The arrangement of elements in the periodic table was done before we had extensive knowledge of electron orbitals and all that.  The original(s) of the periodic table were based on atomic weights and the reactive properties of the elements, not their electron structures. The Halogens all have nearly complete outer electron shells (missing only one electron), and are rather aggressive about stealing an electron to fill that outer shell.  Thus, they tend to form ions with a -1 charge.  That led to the classification called halogens.  Technically, Hydrogen is also just 1 electron away from filling its outer (and only) electron shell, but Hydrogen usually (but not always) gives up one electron forming a +1 ion instead of stealing a second electron-- a behavior more like lithium, sodium and the others in its group.

Posted

Technically, hydrogen can behave as either a halogen or an alkali metal, though it fits neither category completely and tends to be more of the latter. I would say one of main differences, and probably the most important one, between it and the halogens is in the fact that hydrogen only has an incomplete s orbital. This means that in its ground electronic configuration it only has 1 valence electron. Halogens have incomplete p orbitals, and have 7 valence electrons. A halogen is much more able to grab one single electron to fill its outter valence orbitals than it is to lose 7. Hydrogen, having only one valence electron, can go either way, but prefers to lose one. Couldn’t tell you why losing one is more energetically favoured than gaining one, though I guess it could be due to an extra electron resulting in additional repulsive forces (or maybe not, I’m no physicist). 

Posted (edited)
21 minutes ago, hypervalent_iodine said:

Technically, hydrogen can behave as either a halogen or an alkali metal, though it fits neither category completely and tends to be more of the latter. I would say one of main differences, and probably the most important one, between it and the halogens is in the fact that hydrogen only has an incomplete s orbital. This means that in its ground electronic configuration it only has 1 valence electron. Halogens have incomplete p orbitals, and have 7 valence electrons. A halogen is much more able to grab one single electron to fill its outter valence orbitals than it is to lose 7. Hydrogen, having only one valence electron, can go either way, but prefers to lose one. Couldn’t tell you why losing one is more energetically favoured than gaining one, though I guess it could be due to an extra electron resulting in additional repulsive forces (or maybe not, I’m no physicist). 
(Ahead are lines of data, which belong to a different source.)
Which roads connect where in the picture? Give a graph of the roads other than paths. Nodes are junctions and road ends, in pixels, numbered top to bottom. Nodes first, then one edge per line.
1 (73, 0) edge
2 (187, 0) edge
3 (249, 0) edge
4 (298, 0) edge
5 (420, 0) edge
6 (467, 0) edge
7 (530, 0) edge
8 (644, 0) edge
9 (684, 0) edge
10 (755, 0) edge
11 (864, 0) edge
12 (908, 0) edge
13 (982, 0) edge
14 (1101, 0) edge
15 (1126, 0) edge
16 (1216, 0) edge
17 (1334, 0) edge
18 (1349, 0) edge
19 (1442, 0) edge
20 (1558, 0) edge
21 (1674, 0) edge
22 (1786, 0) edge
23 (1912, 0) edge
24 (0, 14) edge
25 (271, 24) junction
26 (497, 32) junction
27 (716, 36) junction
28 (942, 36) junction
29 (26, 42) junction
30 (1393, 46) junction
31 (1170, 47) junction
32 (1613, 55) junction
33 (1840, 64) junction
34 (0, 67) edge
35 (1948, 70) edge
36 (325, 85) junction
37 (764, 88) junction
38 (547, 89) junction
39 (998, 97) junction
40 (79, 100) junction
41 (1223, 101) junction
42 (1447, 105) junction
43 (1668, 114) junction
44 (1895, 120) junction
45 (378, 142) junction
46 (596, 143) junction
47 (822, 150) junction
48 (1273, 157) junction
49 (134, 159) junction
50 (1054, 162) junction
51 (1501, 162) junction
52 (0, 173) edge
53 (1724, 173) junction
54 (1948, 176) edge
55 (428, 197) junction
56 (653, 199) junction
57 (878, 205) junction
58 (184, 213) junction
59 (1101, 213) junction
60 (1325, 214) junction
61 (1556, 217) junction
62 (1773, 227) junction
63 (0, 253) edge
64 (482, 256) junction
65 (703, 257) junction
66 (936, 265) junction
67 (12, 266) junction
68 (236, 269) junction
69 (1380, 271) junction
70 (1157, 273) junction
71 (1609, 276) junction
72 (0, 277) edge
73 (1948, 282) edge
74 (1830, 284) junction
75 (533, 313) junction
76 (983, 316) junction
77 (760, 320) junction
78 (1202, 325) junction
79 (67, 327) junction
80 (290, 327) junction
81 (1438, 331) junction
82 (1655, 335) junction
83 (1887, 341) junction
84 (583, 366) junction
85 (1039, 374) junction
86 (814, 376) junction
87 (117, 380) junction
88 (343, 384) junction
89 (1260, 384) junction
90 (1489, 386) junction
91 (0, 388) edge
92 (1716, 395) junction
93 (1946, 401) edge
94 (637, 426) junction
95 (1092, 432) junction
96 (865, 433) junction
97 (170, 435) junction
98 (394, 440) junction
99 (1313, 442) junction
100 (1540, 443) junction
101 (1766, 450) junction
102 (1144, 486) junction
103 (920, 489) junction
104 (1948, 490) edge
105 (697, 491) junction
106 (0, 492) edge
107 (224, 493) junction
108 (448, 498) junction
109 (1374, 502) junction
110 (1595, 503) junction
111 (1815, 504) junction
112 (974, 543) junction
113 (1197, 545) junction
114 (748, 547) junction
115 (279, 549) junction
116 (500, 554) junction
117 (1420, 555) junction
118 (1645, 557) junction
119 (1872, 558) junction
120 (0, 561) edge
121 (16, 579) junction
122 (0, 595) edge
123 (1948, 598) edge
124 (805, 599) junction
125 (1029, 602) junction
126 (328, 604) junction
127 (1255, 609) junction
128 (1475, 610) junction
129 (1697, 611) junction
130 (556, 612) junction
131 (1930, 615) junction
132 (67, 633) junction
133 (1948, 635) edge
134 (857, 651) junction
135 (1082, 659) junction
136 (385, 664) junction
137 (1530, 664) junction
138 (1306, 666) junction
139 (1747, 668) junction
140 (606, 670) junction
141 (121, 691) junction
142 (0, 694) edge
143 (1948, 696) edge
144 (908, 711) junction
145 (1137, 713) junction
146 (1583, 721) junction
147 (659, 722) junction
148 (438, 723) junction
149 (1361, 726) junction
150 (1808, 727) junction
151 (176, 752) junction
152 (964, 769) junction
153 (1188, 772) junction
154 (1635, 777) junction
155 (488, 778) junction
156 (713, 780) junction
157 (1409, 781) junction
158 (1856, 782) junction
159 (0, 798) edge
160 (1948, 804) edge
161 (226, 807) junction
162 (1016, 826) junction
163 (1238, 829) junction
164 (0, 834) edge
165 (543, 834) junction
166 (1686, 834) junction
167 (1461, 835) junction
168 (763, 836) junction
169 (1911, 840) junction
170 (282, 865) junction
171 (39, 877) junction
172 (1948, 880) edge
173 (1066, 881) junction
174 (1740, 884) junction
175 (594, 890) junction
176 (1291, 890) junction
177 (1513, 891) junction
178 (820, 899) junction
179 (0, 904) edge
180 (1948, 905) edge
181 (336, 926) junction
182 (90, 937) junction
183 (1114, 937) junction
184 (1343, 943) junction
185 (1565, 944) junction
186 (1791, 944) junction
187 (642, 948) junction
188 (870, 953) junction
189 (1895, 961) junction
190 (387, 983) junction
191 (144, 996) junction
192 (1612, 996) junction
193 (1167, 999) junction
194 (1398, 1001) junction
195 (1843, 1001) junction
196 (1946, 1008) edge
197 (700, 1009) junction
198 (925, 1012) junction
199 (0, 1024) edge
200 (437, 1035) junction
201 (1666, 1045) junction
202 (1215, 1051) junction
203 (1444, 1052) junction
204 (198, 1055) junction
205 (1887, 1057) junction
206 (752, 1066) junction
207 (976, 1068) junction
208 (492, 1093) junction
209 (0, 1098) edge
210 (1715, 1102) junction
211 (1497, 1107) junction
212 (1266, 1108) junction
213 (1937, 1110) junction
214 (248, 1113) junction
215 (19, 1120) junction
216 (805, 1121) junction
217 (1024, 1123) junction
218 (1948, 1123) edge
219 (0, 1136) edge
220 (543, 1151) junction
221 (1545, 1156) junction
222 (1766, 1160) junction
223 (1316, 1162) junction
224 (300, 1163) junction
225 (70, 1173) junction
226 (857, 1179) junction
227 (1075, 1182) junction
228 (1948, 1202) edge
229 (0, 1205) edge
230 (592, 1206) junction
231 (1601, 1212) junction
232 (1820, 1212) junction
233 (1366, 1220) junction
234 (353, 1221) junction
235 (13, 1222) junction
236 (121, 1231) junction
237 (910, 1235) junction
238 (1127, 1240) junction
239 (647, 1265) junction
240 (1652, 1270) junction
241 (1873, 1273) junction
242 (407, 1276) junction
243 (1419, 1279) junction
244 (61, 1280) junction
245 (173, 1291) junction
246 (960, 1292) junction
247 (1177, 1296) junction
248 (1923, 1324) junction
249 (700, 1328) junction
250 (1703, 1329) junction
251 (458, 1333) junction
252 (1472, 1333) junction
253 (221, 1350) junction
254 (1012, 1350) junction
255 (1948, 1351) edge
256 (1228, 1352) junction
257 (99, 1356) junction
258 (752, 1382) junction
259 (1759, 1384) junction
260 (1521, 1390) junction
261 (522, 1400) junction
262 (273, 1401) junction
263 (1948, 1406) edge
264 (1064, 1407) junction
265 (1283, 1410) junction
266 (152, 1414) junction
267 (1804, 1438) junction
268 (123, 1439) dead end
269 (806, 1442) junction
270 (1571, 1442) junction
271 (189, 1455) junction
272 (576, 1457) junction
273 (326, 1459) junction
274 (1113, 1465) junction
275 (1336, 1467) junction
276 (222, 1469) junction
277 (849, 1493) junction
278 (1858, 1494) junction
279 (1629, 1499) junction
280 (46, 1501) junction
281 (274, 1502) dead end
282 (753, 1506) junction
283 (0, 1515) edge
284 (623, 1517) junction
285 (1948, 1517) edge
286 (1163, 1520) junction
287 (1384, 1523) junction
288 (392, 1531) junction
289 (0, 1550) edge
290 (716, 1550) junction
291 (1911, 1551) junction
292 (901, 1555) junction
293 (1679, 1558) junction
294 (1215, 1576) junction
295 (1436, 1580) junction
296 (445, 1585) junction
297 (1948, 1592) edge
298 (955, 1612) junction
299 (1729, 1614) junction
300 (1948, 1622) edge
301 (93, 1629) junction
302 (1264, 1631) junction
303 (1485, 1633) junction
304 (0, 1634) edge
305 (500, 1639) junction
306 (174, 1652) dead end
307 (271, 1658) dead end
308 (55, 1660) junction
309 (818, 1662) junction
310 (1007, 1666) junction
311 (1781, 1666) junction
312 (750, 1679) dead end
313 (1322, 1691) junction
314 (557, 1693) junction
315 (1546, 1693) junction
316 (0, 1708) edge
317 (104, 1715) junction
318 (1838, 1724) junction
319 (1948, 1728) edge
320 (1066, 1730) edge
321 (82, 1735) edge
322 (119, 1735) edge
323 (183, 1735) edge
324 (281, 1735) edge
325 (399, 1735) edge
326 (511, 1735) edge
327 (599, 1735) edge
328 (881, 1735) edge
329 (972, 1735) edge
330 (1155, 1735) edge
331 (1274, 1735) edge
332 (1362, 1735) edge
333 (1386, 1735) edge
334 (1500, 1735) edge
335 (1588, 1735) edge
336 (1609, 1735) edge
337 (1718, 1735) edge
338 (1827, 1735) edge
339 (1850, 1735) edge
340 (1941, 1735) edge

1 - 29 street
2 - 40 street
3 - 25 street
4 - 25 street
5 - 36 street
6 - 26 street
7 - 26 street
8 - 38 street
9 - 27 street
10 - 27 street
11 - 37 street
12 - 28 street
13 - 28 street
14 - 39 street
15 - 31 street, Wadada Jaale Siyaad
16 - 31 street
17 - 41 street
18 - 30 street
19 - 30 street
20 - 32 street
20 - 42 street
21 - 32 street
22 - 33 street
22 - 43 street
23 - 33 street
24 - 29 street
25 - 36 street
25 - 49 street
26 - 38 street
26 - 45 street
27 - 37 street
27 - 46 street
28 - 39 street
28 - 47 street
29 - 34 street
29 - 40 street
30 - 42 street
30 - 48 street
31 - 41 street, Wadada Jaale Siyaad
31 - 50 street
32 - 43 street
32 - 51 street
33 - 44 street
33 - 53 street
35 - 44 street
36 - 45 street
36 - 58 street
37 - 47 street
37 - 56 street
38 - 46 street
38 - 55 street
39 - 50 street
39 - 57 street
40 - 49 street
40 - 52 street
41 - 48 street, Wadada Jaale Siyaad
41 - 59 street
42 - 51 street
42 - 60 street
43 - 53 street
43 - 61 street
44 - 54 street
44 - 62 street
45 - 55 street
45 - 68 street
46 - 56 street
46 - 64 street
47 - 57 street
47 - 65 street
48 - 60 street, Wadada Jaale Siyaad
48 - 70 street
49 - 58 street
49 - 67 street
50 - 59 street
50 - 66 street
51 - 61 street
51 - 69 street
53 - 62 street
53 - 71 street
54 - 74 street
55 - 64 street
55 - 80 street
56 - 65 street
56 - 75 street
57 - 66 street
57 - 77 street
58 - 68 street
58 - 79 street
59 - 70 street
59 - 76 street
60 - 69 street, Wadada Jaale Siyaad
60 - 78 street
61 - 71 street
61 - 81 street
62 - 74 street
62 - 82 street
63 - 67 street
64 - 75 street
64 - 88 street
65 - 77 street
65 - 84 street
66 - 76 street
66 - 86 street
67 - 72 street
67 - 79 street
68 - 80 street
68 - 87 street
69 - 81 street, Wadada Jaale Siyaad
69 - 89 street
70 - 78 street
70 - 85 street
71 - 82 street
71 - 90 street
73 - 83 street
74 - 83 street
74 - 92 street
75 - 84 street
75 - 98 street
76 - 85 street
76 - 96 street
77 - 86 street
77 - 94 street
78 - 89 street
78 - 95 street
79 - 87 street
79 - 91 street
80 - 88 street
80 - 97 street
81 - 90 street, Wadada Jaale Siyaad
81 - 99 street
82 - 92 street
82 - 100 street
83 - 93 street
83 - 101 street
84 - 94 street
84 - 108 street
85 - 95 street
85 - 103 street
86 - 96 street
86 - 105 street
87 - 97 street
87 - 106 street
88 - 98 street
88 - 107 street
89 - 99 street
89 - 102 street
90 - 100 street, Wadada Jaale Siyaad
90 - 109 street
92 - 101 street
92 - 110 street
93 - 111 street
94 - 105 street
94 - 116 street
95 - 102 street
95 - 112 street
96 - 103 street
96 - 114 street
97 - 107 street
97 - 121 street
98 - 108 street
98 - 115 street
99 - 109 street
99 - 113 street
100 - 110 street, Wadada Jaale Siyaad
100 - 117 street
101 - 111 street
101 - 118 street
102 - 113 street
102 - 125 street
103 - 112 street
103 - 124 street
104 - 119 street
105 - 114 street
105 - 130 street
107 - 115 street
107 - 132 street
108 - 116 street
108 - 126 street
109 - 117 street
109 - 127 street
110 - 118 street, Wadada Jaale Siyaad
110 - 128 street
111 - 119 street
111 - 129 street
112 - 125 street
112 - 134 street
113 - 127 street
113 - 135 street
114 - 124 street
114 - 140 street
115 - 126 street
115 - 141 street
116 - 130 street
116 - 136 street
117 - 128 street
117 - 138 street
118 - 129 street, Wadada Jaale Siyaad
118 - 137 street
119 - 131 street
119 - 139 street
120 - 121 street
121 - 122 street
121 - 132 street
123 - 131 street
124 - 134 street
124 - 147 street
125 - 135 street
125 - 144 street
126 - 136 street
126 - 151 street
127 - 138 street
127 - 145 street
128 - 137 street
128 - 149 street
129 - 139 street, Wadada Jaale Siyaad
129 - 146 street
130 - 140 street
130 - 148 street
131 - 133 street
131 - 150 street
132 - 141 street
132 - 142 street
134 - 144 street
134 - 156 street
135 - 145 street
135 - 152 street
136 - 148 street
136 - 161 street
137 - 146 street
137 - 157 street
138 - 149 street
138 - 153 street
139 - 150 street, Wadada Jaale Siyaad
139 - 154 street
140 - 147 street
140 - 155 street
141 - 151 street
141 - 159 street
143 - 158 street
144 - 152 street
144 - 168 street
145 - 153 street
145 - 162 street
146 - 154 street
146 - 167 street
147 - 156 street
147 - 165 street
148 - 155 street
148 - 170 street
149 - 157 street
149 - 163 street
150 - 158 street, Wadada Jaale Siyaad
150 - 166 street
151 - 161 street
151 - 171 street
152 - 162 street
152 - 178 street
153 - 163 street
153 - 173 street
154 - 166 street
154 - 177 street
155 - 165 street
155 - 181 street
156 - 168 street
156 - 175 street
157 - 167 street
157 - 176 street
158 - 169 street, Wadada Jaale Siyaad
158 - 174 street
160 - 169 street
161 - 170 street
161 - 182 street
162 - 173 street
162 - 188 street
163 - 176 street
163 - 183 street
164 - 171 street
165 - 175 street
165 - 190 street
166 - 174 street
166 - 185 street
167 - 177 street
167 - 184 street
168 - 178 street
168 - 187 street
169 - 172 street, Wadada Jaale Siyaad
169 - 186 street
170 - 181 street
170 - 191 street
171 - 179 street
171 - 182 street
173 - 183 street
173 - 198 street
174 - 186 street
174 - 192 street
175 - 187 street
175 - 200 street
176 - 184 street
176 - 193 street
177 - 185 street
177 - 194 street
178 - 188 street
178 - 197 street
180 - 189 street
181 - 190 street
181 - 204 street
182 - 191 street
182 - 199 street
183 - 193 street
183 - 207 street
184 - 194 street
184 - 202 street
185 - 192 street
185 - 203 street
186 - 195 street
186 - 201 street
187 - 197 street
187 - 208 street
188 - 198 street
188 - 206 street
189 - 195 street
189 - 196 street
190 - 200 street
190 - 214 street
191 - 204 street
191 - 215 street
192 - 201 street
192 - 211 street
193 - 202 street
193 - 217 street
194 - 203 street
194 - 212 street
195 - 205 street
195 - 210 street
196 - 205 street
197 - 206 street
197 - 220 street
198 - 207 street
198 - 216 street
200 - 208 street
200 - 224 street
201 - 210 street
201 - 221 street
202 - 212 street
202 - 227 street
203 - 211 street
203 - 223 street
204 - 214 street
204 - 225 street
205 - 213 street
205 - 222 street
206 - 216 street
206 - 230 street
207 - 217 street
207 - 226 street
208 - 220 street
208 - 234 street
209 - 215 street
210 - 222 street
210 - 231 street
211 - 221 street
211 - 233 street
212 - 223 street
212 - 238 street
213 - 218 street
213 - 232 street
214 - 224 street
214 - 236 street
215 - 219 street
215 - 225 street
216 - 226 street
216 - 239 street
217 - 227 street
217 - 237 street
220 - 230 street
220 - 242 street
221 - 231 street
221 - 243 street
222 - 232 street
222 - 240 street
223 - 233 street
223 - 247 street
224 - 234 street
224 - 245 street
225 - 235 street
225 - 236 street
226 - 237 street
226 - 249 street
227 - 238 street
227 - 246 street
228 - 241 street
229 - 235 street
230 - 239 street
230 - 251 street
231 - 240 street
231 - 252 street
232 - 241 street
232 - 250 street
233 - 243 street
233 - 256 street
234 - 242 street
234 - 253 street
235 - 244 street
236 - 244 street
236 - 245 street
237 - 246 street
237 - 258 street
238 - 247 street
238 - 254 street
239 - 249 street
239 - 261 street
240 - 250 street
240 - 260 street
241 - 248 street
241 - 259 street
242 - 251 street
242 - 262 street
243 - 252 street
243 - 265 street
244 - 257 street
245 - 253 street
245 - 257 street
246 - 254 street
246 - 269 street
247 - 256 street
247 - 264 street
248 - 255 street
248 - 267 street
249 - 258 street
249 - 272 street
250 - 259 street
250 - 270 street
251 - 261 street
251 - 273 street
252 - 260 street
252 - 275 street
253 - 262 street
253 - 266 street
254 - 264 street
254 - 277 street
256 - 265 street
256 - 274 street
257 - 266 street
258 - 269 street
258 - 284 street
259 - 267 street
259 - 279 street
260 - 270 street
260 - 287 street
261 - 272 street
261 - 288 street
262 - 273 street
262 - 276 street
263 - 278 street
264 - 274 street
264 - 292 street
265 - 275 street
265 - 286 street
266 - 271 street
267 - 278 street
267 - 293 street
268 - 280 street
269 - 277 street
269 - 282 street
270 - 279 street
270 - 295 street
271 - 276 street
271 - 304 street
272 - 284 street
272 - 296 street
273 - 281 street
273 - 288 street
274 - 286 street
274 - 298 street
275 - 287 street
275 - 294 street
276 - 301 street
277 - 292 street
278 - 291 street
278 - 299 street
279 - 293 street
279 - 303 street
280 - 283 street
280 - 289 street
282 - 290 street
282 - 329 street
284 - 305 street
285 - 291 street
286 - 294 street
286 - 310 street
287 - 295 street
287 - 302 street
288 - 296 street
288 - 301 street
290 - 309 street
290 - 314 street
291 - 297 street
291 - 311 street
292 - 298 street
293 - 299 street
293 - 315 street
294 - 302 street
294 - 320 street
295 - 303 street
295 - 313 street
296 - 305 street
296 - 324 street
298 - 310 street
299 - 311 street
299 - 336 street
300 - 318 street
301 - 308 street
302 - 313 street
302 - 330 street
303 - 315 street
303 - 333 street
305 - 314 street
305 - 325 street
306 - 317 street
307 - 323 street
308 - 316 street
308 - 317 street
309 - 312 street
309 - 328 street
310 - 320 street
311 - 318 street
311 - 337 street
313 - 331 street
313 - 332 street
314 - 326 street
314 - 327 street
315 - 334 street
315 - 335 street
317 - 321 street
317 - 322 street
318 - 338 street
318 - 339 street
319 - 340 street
I had a look on Quora and it seems  it has middling electronegativity (2.2), so the atom it combines with determines which way it goes.

Edited by StringJunky
Posted
1 hour ago, StringJunky said:

I had a look on Quora and it seems  it has middling electronegativity (2.2), so the atom it combines with determines which way it goes.

Yes, although it is worth noting that a hydride is, as far as I understand, more reactive (and thus less stable) than H+. You could not, for example, have something like NaH just sitting out in the atmosphere without it being protected in some way by paraffin or some such. As I said, I believe this due to electrostatic repulsion of the two electrons, and possibly something to do with nuclear charge.

Anyway, point being that as you and I have noted, hydrogen has the capacity to act as either a Group 1 or 7 element to some extent, and is kind of in its own special category within the periodic table.